Step 5: Runtime Configuration#
Let’s make the truck name configurable.
Update nitro.config.ts:
import { defineNitroConfig } from "nitro/config"
export default defineNitroConfig({
runtimeConfig: {
public: {
truckName: "BrewStop Coffee"
}
}
})
Use it in an endpoint:
export default defineEventHandler(() => {
const config = useRuntimeConfig()
return { name: config.public.truckName }
})
Environment overrides can be added later without code changes.
Step 6: Create Orders (Initial Version)#
Create server/api/orders.post.ts:
let orders: any[] = []
export default defineEventHandler(async (event) => {
const body = await readBody(event)
const order = {
id: crypto.randomUUID(),
items: body.items,
status: "pending",
createdAt: Date.now()
}
orders.push(order)
return order
})
This gives us a basic order flow we’ll refactor and harden in Part 2.

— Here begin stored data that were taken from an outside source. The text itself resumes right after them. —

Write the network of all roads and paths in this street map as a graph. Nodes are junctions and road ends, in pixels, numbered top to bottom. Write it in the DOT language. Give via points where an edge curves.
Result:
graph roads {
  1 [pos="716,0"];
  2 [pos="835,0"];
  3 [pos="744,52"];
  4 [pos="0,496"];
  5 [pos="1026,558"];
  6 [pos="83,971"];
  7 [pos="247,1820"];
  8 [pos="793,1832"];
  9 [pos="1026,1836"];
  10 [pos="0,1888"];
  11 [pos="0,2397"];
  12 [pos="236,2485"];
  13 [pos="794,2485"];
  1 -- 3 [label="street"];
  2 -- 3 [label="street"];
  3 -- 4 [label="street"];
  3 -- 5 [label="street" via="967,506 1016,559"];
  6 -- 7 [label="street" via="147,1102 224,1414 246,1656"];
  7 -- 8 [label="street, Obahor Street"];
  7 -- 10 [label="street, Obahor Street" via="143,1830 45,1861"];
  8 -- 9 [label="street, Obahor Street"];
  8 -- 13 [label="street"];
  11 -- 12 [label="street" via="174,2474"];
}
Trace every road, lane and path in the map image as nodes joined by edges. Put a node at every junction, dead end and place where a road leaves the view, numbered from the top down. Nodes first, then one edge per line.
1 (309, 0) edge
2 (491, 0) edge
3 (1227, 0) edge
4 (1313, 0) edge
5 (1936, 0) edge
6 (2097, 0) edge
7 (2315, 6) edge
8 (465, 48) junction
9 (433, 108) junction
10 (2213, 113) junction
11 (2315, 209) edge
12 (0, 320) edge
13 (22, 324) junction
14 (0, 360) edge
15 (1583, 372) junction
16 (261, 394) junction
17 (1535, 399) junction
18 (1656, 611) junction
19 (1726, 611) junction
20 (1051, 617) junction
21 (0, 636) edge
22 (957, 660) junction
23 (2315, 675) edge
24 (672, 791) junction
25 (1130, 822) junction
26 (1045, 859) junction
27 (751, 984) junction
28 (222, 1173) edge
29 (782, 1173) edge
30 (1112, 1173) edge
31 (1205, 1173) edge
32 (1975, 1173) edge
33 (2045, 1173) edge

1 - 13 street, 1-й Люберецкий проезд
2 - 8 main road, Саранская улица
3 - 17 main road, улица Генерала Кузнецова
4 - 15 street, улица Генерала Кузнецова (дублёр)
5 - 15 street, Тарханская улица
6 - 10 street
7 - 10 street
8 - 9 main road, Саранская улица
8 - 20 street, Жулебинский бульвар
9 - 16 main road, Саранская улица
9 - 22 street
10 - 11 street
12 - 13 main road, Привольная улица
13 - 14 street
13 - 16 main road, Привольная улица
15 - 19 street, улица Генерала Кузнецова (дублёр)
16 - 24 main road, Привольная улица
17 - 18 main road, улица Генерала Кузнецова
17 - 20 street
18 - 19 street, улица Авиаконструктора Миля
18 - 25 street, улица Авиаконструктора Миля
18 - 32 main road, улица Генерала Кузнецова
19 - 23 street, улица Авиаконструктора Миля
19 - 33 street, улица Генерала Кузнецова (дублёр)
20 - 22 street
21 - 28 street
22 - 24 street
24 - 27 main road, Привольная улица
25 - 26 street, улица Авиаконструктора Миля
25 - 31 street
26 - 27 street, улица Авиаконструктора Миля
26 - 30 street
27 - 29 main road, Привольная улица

This approach is fine for development — but not production. We’ll address persistence and validation next. ::
Step 7: Testing the API#
You can test with curl, Postman, or any frontend:
curl -X POST http://localhost:3000/api/orders \
-H "Content-Type: application/json" \
-d '{"items":["latte","croissant"]}'
You’ll receive a created order response immediately.
What We’ve Built So Far#
By the end of Part 1, we have:
- A working Nitro backend
- Menu and hours endpoints
- Order creation
- Runtime config
- Clean file structure
Current API Endpoints#
- GET
/api/menu - GET
/api/hours - POST
/api/orders::
What’s Coming in Part 2
In Part 2, we’ll level this up:
- Input validation
- Order status updates
- Storage using UnJS tools
- Middleware (logging & auth)
- Deployment-ready output
Conclusion
Nitro makes it incredibly easy to go from idea → working backend with almost zero friction. In just a few files, we’ve built the foundation of a real food truck application — something that could power a production system with the right enhancements.
In Part 2, we’ll turn this prototype into a robust, scalable backend.